[Dataset entries]
::::
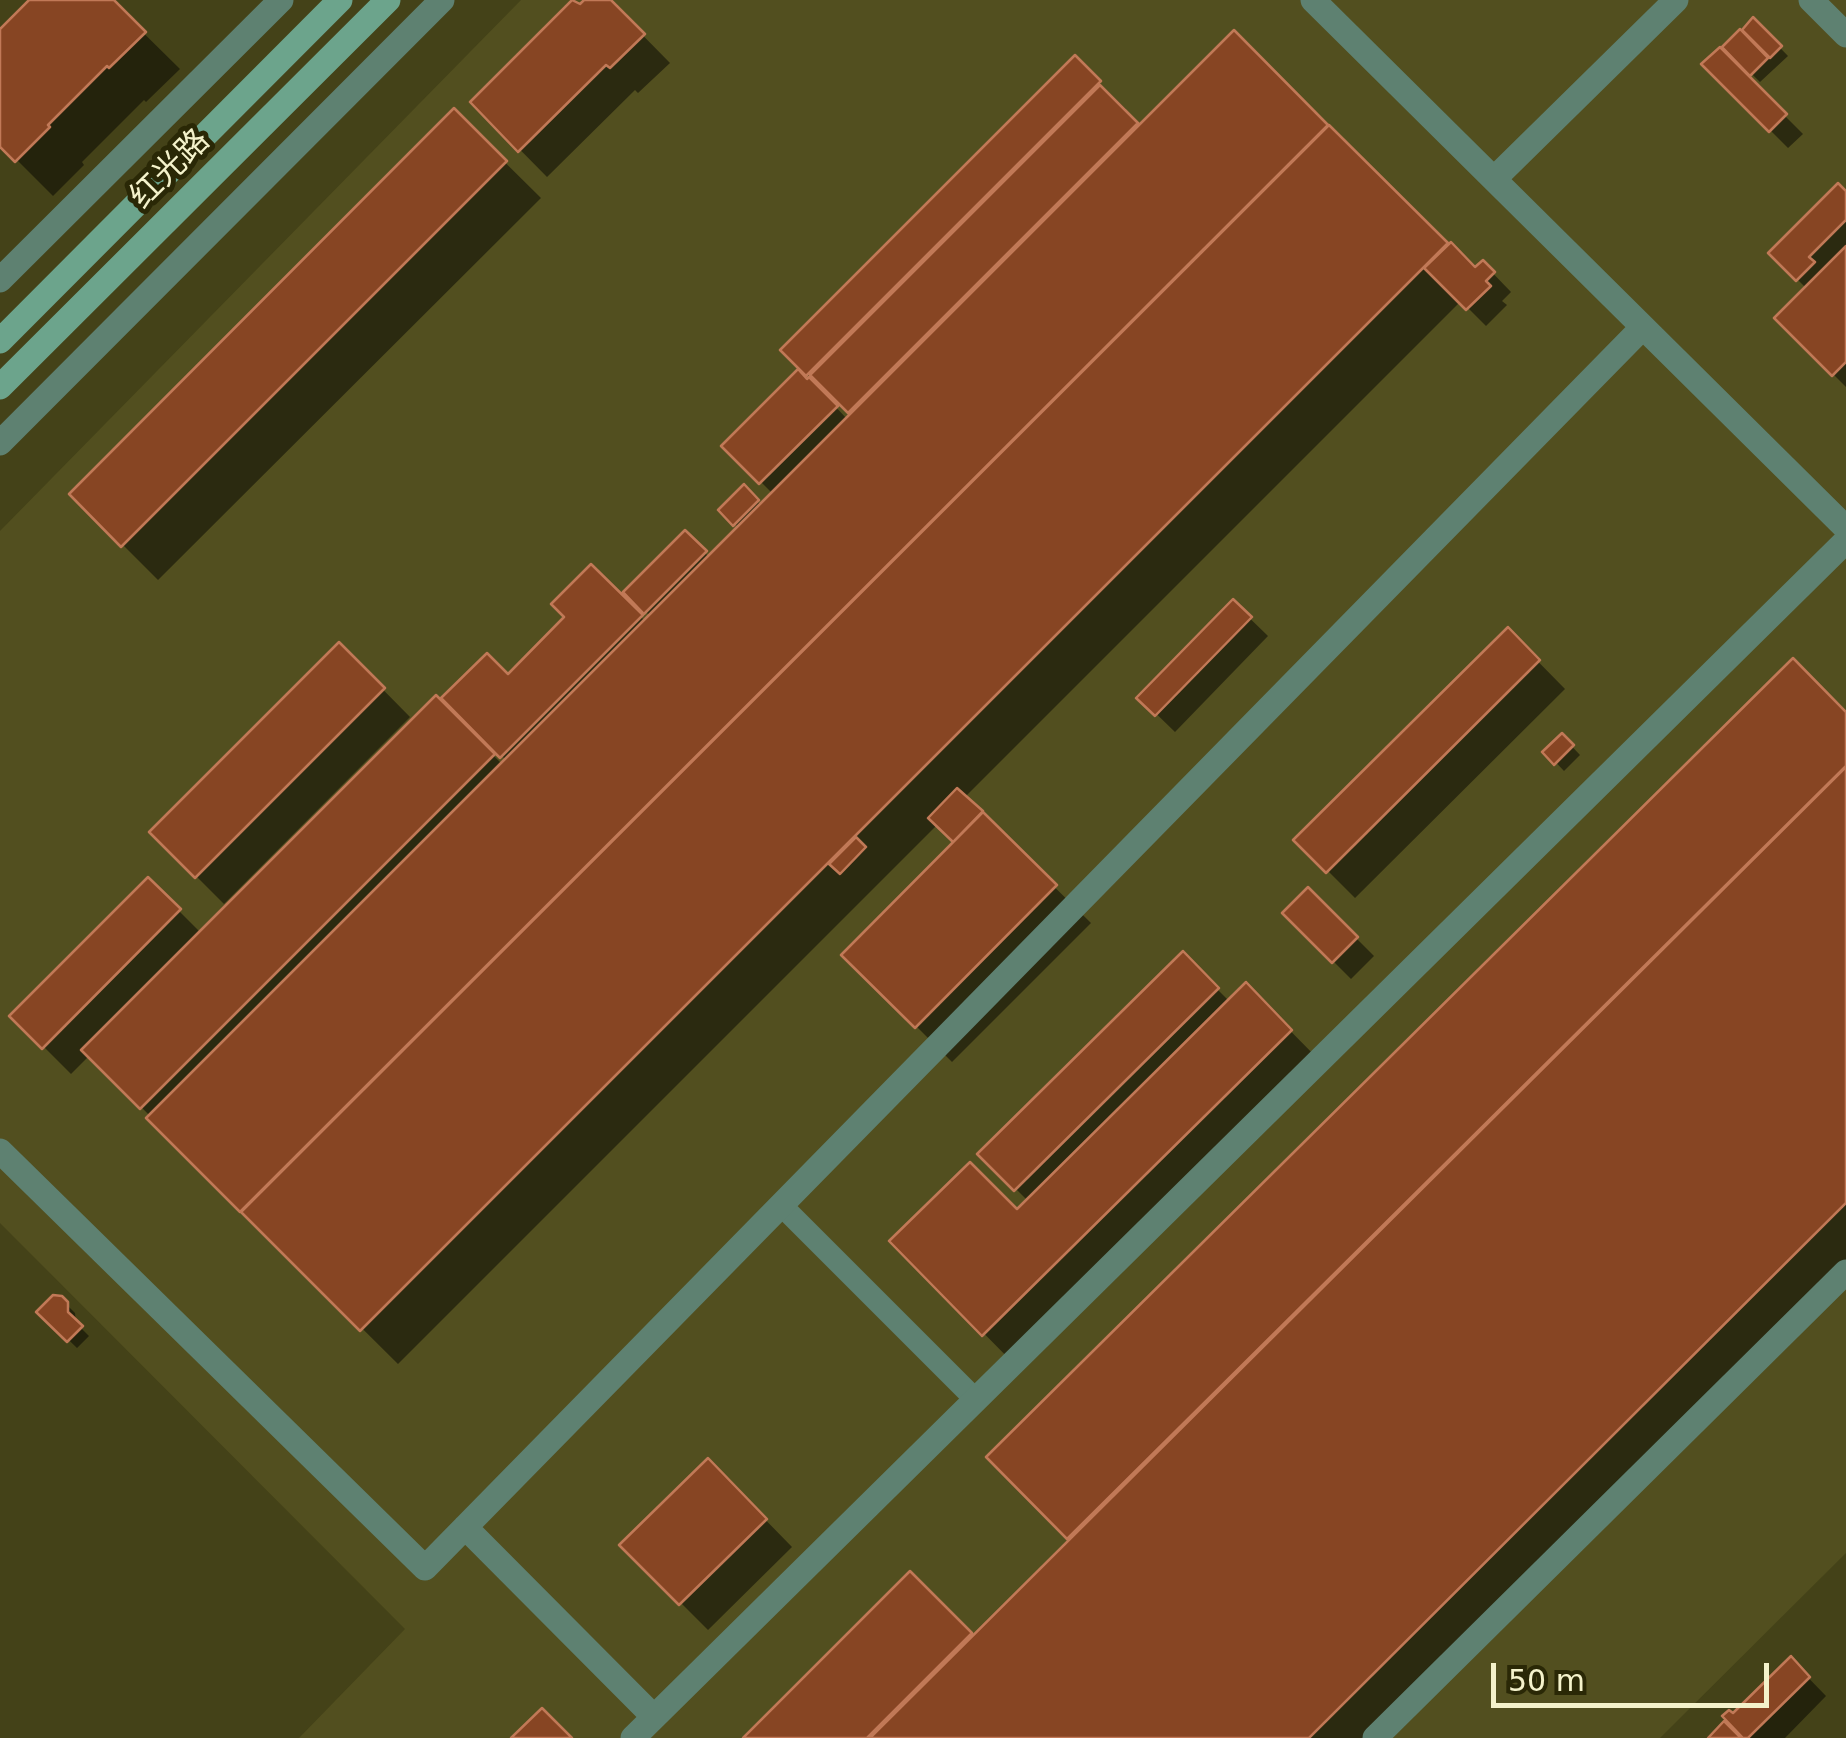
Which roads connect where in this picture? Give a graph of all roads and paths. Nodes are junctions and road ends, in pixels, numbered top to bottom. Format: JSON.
{"nodes":[{"id":1,"x":281,"y":0,"type":"edge"},
{"id":2,"x":340,"y":0,"type":"edge"},
{"id":3,"x":388,"y":0,"type":"edge"},
{"id":4,"x":442,"y":0,"type":"edge"},
{"id":5,"x":1313,"y":0,"type":"edge"},
{"id":6,"x":1676,"y":0,"type":"edge"},
{"id":7,"x":1811,"y":0,"type":"edge"},
{"id":8,"x":1846,"y":35,"type":"edge"},
{"id":9,"x":1494,"y":179,"type":"junction"},
{"id":10,"x":0,"y":280,"type":"edge"},
{"id":11,"x":1643,"y":327,"type":"junction"},
{"id":12,"x":0,"y":341,"type":"edge"},
{"id":13,"x":0,"y":387,"type":"edge"},
{"id":14,"x":0,"y":443,"type":"edge"},
{"id":15,"x":1846,"y":528,"type":"edge"},
{"id":16,"x":1846,"y":541,"type":"edge"},
{"id":17,"x":0,"y":1151,"type":"edge"},
{"id":18,"x":781,"y":1205,"type":"junction"},
{"id":19,"x":1846,"y":1272,"type":"edge"},
{"id":20,"x":975,"y":1400,"type":"junction"},
{"id":21,"x":465,"y":1527,"type":"junction"},
{"id":22,"x":654,"y":1717,"type":"junction"},
{"id":23,"x":633,"y":1738,"type":"edge"},
{"id":24,"x":1376,"y":1738,"type":"edge"}],
"edges":[{"from":1,"to":10,"type":"street"},
{"from":2,"to":12,"type":"main road","name":"红光路"},
{"from":3,"to":13,"type":"main road","name":"红光路"},
{"from":4,"to":14,"type":"street"},
{"from":5,"to":9,"type":"street"},
{"from":6,"to":9,"type":"street"},
{"from":7,"to":8,"type":"street"},
{"from":9,"to":11,"type":"street"},
{"from":11,"to":15,"type":"street"},
{"from":11,"to":18,"type":"street"},
{"from":16,"to":20,"type":"street"},
{"from":17,"to":21,"type":"street"},
{"from":18,"to":20,"type":"lane"},
{"from":18,"to":21,"type":"street"},
{"from":19,"to":24,"type":"street"},
{"from":20,"to":22,"type":"street"},
{"from":21,"to":22,"type":"street"},
{"from":22,"to":23,"type":"street"}]}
::::
- WHAT THIS TASK INVOLVES: Transcribe the records above exactly as they appear, leaving out any pictures.

- ANSWER FOR THIS EXERCISE:
Which roads connect where in this picture? Give a graph of all roads and paths. Nodes are junctions and road ends, in pixels, numbered top to bottom. Format: JSON.
{"nodes":[{"id":1,"x":281,"y":0,"type":"edge"},
{"id":2,"x":340,"y":0,"type":"edge"},
{"id":3,"x":388,"y":0,"type":"edge"},
{"id":4,"x":442,"y":0,"type":"edge"},
{"id":5,"x":1313,"y":0,"type":"edge"},
{"id":6,"x":1676,"y":0,"type":"edge"},
{"id":7,"x":1811,"y":0,"type":"edge"},
{"id":8,"x":1846,"y":35,"type":"edge"},
{"id":9,"x":1494,"y":179,"type":"junction"},
{"id":10,"x":0,"y":280,"type":"edge"},
{"id":11,"x":1643,"y":327,"type":"junction"},
{"id":12,"x":0,"y":341,"type":"edge"},
{"id":13,"x":0,"y":387,"type":"edge"},
{"id":14,"x":0,"y":443,"type":"edge"},
{"id":15,"x":1846,"y":528,"type":"edge"},
{"id":16,"x":1846,"y":541,"type":"edge"},
{"id":17,"x":0,"y":1151,"type":"edge"},
{"id":18,"x":781,"y":1205,"type":"junction"},
{"id":19,"x":1846,"y":1272,"type":"edge"},
{"id":20,"x":975,"y":1400,"type":"junction"},
{"id":21,"x":465,"y":1527,"type":"junction"},
{"id":22,"x":654,"y":1717,"type":"junction"},
{"id":23,"x":633,"y":1738,"type":"edge"},
{"id":24,"x":1376,"y":1738,"type":"edge"}],
"edges":[{"from":1,"to":10,"type":"street"},
{"from":2,"to":12,"type":"main road","name":"红光路"},
{"from":3,"to":13,"type":"main road","name":"红光路"},
{"from":4,"to":14,"type":"street"},
{"from":5,"to":9,"type":"street"},
{"from":6,"to":9,"type":"street"},
{"from":7,"to":8,"type":"street"},
{"from":9,"to":11,"type":"street"},
{"from":11,"to":15,"type":"street"},
{"from":11,"to":18,"type":"street"},
{"from":16,"to":20,"type":"street"},
{"from":17,"to":21,"type":"street"},
{"from":18,"to":20,"type":"lane"},
{"from":18,"to":21,"type":"street"},
{"from":19,"to":24,"type":"street"},
{"from":20,"to":22,"type":"street"},
{"from":21,"to":22,"type":"street"},
{"from":22,"to":23,"type":"street"}]}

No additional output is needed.